The insurance industry has had data at the core of its business for long – long enough to have taken the pole position in adopting data science and analytics. However, it is the banking industry that spearheaded the use of data science for commercial applications. Subsequently, industries such as retail, healthcare, CPG, etc., joined the analytics wave, finding a wide array of applications of analytics. But, the insurance industry lagged behind in this context.
The insurance companies continued to stay with the traditional approaches to underwriting and actuarial processes and policies, so as to not rock the boat. For example, underwriting was traditionally based on a set of business rules, which could range from simple, to complex, to intricate. These rules evolved over decades, with business knowledge being passed from one generation of underwriters to the next. These rules were customized to evolving business scenarios and regulatory frameworks. They would be prioritized and picked by underwriters per situation and subjectivity of the carrier organization.

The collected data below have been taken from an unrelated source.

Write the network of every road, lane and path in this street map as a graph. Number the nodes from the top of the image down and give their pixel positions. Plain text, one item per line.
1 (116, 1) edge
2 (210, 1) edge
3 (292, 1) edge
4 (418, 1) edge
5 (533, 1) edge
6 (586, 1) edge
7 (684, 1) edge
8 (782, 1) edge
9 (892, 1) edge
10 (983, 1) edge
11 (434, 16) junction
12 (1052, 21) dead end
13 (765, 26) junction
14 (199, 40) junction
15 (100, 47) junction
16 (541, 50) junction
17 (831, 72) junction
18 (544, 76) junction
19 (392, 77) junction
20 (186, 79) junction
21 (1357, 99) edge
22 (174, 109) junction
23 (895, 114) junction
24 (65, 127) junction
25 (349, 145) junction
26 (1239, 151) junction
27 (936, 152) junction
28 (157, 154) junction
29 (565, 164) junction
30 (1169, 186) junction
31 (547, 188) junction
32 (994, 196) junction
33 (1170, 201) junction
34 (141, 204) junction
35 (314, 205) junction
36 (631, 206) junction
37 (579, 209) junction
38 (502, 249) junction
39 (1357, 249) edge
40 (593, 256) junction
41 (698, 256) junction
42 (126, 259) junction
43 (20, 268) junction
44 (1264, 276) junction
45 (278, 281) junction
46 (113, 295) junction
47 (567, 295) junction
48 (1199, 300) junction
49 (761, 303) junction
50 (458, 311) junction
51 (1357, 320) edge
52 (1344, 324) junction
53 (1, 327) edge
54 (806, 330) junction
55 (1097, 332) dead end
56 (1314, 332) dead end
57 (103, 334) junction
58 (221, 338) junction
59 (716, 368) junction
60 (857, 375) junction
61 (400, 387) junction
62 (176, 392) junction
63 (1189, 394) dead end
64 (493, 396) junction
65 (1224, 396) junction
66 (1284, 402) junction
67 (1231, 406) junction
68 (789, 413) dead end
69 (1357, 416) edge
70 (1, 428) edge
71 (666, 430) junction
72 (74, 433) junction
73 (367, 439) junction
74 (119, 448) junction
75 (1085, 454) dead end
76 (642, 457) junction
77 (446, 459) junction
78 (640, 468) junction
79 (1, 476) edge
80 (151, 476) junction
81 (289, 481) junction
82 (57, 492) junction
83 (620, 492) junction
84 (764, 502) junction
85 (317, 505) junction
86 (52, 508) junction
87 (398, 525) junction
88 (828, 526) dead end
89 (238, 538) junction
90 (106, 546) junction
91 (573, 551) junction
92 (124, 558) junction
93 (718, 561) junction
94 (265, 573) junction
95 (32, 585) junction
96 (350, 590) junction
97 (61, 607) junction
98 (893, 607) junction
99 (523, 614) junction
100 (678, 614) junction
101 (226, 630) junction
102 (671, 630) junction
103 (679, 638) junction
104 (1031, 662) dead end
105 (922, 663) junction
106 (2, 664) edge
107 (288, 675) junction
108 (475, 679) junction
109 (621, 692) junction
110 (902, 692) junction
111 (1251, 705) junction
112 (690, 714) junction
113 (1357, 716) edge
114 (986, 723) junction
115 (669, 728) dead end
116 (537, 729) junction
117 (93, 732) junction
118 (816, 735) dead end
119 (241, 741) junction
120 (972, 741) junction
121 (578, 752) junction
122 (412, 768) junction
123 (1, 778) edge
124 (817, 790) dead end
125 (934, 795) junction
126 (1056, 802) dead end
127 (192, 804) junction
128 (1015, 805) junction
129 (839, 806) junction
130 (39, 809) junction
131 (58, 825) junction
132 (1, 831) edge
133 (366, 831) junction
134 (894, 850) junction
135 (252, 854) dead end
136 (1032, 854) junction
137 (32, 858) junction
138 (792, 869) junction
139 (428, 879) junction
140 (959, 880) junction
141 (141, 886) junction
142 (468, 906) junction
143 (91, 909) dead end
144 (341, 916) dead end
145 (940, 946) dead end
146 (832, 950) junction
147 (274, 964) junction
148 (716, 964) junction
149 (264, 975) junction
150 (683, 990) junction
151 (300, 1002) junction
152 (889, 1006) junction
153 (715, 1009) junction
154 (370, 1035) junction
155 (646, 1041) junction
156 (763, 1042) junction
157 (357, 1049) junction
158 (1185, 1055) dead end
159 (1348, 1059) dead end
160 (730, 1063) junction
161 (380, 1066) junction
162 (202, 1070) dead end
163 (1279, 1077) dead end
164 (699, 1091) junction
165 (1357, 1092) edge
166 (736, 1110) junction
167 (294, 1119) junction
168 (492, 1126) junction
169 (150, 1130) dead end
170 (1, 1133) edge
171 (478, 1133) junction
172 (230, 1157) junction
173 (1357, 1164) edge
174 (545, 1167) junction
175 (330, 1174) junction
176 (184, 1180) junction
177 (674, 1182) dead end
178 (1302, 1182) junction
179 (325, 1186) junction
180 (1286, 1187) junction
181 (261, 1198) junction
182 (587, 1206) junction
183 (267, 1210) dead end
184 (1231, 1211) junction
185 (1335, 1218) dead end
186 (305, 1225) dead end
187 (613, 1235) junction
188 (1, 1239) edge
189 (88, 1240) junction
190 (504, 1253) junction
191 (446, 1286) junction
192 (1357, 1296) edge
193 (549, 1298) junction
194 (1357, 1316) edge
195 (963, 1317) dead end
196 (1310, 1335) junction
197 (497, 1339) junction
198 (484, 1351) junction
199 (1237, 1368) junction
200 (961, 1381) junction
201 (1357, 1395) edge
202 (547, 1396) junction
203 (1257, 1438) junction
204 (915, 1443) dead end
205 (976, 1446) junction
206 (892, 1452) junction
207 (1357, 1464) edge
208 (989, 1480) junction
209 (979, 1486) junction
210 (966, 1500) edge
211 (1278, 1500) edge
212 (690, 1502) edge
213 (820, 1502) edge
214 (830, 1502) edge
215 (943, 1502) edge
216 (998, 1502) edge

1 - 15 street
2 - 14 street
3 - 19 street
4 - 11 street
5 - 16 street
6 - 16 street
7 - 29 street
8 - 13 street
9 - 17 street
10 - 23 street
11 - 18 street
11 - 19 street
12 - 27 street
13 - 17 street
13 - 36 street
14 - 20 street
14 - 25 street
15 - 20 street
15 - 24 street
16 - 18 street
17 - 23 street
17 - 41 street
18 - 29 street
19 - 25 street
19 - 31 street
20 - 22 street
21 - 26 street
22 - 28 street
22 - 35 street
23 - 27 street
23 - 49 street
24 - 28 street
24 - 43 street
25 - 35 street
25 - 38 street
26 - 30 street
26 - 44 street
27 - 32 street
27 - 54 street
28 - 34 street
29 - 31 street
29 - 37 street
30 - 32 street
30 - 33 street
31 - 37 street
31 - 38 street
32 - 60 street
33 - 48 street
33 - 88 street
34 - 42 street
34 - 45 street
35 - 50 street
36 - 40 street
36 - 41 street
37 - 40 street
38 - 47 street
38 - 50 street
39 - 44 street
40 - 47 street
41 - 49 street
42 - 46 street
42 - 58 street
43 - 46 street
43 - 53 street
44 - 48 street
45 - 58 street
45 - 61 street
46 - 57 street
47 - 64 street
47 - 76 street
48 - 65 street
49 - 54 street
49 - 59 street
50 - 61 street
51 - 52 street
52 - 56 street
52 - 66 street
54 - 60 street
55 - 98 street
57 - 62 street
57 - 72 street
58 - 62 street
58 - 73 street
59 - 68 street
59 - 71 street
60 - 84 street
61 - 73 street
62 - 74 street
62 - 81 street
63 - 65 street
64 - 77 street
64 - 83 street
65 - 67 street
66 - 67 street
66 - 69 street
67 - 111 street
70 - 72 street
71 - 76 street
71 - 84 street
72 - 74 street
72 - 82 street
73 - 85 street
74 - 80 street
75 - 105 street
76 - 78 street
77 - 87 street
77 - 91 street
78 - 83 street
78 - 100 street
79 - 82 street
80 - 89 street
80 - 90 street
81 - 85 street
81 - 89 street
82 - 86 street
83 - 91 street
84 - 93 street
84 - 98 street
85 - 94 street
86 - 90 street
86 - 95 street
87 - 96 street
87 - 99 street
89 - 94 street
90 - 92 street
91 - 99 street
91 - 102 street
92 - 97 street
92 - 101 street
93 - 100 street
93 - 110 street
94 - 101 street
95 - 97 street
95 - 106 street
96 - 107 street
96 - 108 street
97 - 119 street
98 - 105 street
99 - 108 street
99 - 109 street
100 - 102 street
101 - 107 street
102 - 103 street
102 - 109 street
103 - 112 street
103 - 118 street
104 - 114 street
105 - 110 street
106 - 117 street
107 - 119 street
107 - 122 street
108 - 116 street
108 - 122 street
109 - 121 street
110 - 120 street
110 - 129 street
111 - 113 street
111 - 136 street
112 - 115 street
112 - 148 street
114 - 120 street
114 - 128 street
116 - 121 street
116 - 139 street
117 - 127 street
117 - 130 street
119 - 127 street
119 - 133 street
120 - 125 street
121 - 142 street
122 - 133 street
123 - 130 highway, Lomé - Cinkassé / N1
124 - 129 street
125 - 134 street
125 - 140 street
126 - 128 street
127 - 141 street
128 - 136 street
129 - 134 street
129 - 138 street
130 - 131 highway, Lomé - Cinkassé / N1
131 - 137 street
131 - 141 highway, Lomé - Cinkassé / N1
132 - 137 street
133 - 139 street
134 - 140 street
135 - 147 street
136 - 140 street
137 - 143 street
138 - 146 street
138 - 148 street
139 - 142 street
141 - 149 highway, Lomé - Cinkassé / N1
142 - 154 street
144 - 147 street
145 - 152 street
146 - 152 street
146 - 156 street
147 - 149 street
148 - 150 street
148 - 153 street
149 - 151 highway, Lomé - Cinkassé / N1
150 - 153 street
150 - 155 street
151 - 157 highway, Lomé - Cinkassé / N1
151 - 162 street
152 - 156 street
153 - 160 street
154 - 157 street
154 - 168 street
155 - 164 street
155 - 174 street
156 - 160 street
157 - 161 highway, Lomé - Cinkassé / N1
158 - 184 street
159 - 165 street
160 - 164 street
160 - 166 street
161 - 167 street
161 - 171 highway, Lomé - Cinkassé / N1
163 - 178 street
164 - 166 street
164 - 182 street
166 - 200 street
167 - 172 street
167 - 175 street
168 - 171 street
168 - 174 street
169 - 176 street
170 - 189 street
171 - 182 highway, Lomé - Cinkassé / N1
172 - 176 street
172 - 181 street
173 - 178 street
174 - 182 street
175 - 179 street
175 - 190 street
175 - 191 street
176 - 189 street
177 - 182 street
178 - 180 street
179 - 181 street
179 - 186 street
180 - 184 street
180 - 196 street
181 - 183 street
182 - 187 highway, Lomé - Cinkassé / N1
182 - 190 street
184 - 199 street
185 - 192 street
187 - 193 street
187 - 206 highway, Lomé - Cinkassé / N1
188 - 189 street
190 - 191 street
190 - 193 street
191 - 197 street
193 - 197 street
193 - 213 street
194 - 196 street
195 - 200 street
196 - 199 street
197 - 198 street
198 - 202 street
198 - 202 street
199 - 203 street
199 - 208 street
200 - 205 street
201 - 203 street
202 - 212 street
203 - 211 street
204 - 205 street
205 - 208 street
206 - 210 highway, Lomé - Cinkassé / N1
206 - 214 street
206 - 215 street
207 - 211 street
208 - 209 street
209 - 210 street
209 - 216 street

While this was a common scenario among insurance companies, banks were making great strides in moving away from rule-based customer risk assessment to purely data-driven approaches, using various statistical models – decision trees or logistic regression-based approaches on clustered data. In the last two decades, this became a norm in the banking and lending industry, which led to better risk-based pricing.
Having missed out on the first analytics wave, insurance companies had to play significant catch-up, and they did that with vigor. Today, they’ve implemented analytics solutions in areas such as customer acquisition, underwriting, actuary, policy persistency, claims, and fraud detection.
In Fact, Insurance Companies have now Moved on to the Next Stage, Termed ‘Analytics 3.0’, Where Some “Smart” Carriers are Going Beyond Just Performing Statistical Modeling on Historical/Customer Data.
In this context, we’re seeing two key themes emerge:
1. Augmenting internal data by tapping external data sources, both free and paid. These external data help them close key gaps in their data and provide valuable additional signals.
2. Using a wider variety of internal unstructured data – text, speech, image, audio, video – to enhance existing processes.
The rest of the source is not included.